Thursday, July 21, 2011

God is Good, part 3, or On Peeling a Sunburn


I went to the beach on Saturday with my sister and a mutual friend of ours. I've been lifeguarding so much this summer that I have a fairly decent tan, though, as I've been telling people it's not my cute suit tan. Well, after this Saturday, I no longer have a guard suit tan. I have a cute suit sunburn that is turning into a tan.

Now why bring up a sunburn? Well, I started peeling yesterday. And because I started peeling, I started thinking about snakes and their shedding their skin. The way my brain works, I automatically started thinking about my favorite part in The Voyage of the Dawn Treader, the third book in the series, The Chronicles of Narnia, by CS Lewis. Many of you probably have already guessed which part that is. As it is, I'd like to put some of it here.

Eustace has been turned into a dragon, and when he appears at camp a boy again, he tells Edmund what happened. How a lion found him and let him up a mountain to a well where Eustace thought he could bathe and soothe the pain of the golden arm band that was hurting his dragon arm because it was made for a human. Eustace tells Edmund,

"The water [in the well] was as clear as anything and I thought if I could get in there and bathe it would ease the pain in my leg. But the lion told me I must undress first. Mind you, I don't know if he said any words out loud or not.

"I was just going to say that I couldn't undress because I hadn't any clothes on when I suddenly thought that dragons are snaky sort of things and snakes can cast their skins. Oh, of course, thought I, that's what the lion means. So I started scratching myself and my scales began coming off all over the place. And then I scratched a little deeper and, instead of just scales coming off here and there, my whole skin started peeling off beautifully, like it does after an illness, or as if I was a banana. In a minute or two I just stepped out of it. I could see it lying there beside me, looking rather nasty. It was a most lovely feeling. So I started to go down into the well for my bathe.

"But just as I was going to put my foot into the water I looked down and saw that it was all hard and rough and wrinkled and scaly just as it had been before. Oh, that's all right, said I, it only means I had another smaller suit on underneath the first one, and I'll have to get out of it too. So I scratched and tore again and this under skin peeled off beautifully and out I stepped and left it lying beside the other one and went down to the well for my bathe.
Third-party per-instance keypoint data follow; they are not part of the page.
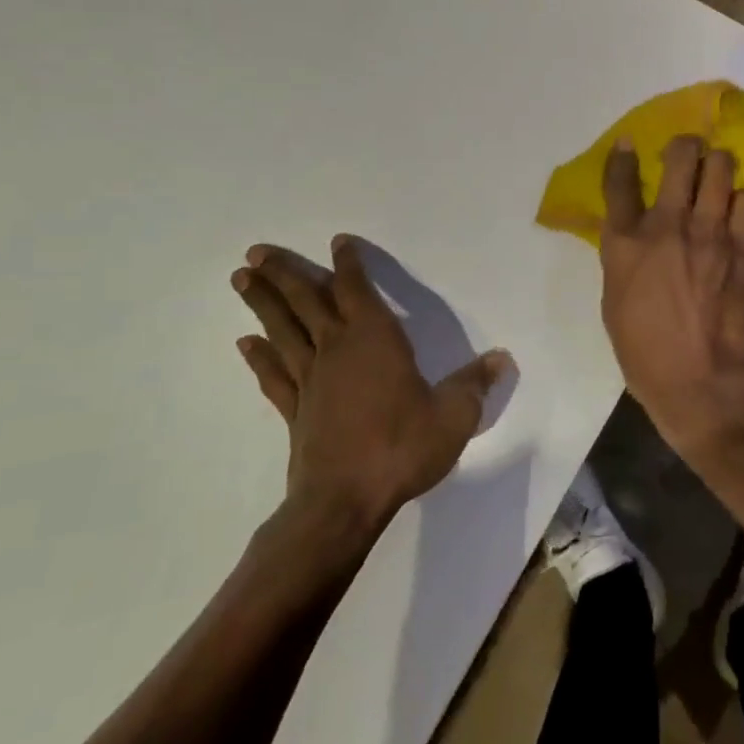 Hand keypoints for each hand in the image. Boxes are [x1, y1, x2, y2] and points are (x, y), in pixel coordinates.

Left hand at [232, 238, 509, 531]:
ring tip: (240, 278)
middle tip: (256, 251)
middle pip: (306, 301)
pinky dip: (258, 357)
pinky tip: (244, 342)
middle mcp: (338, 349)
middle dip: (283, 273)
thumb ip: (474, 383)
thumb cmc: (402, 447)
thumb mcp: (453, 415)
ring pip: (282, 330)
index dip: (348, 263)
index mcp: (375, 339)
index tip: (337, 241)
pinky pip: (273, 374)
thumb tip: (502, 358)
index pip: (357, 289)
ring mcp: (311, 379)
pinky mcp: (295, 410)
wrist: (344, 502)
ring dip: (262, 303)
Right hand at [599, 136, 743, 456]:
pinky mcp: (743, 247)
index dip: (623, 157)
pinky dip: (742, 198)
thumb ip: (622, 257)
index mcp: (625, 243)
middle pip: (680, 157)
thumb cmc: (644, 352)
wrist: (701, 382)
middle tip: (687, 153)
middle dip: (685, 146)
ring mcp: (710, 233)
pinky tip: (737, 208)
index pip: (620, 182)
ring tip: (716, 173)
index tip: (629, 144)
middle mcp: (667, 226)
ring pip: (721, 168)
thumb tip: (631, 232)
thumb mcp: (614, 300)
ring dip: (717, 164)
"Well, exactly the same thing happened again. And I thought to myself, o dear, how ever many skins have I got to take off? For I was longing to bathe my leg. So I scratched away for the third time and got off a third skin, just like the two others and stepped out of it. But as soon as I looked at myself in the water I knew it had been no good.

"Then the lion said -- but I don't know if it spoke -- You will have to let me undress you. I was afraid of his claws, I can tell you, but I was pretty nearly desperate now. So I just lay flat down on my back to let him do it.

"The very first tear he made was so deep that I thought it had gone right into my heart. And when he began pulling the skin off, it hurt worse than anything I've ever felt. The only thing that made me able to bear it was just the pleasure of feeling the stuff peel off. You know -- if you've ever picked the scab of a sore place. It hurts like billy-oh but it is such fun to see it coming away.

"Well, he peeled the beastly stuff right off -- just as I thought I'd done it myself the other three times, only they hadn't hurt -- and there it was lying on the grass: only ever so much thicker, and darker, and more knobbly looking than the others had been. And there I was smooth and soft as a peeled switch and smaller than I had been. Then he caught hold of me -- I didn't like that much for I was very tender underneath now that I'd no skin on -- and threw me into the water. It smarted like anything but only for a moment."

The thing I love about this, is that Eustace says that when he was peeling of his skin it didn't hurt him. He only felt proud of himself. But when Aslan (because we all know the lion was Aslan) went and undressed him it hurt like crazy, but Aslan only had to do it once. It probably would have taken Eustace just about forever to get to the point that Aslan did in one go.

The whole moral of all this peeling is that, no matter how much I try to change myself and recognize my sinfulness by myself, I won't be able to change. It takes Aslan sinking his claws into my selfishness and sin to make it go away, and it probably will hurt like the dickens, but it's the only way forward. In the end it's good. Aslan is not a tame lion, but he is Good.

For that, if only for that, I am glad I got burned and started peeling. God is good.

1 comment:

  1. I'm in love with this metaphor! So appropriate for summer, and of course sinfulness and redemption is always topical! Thank God for... well, GOD! love you.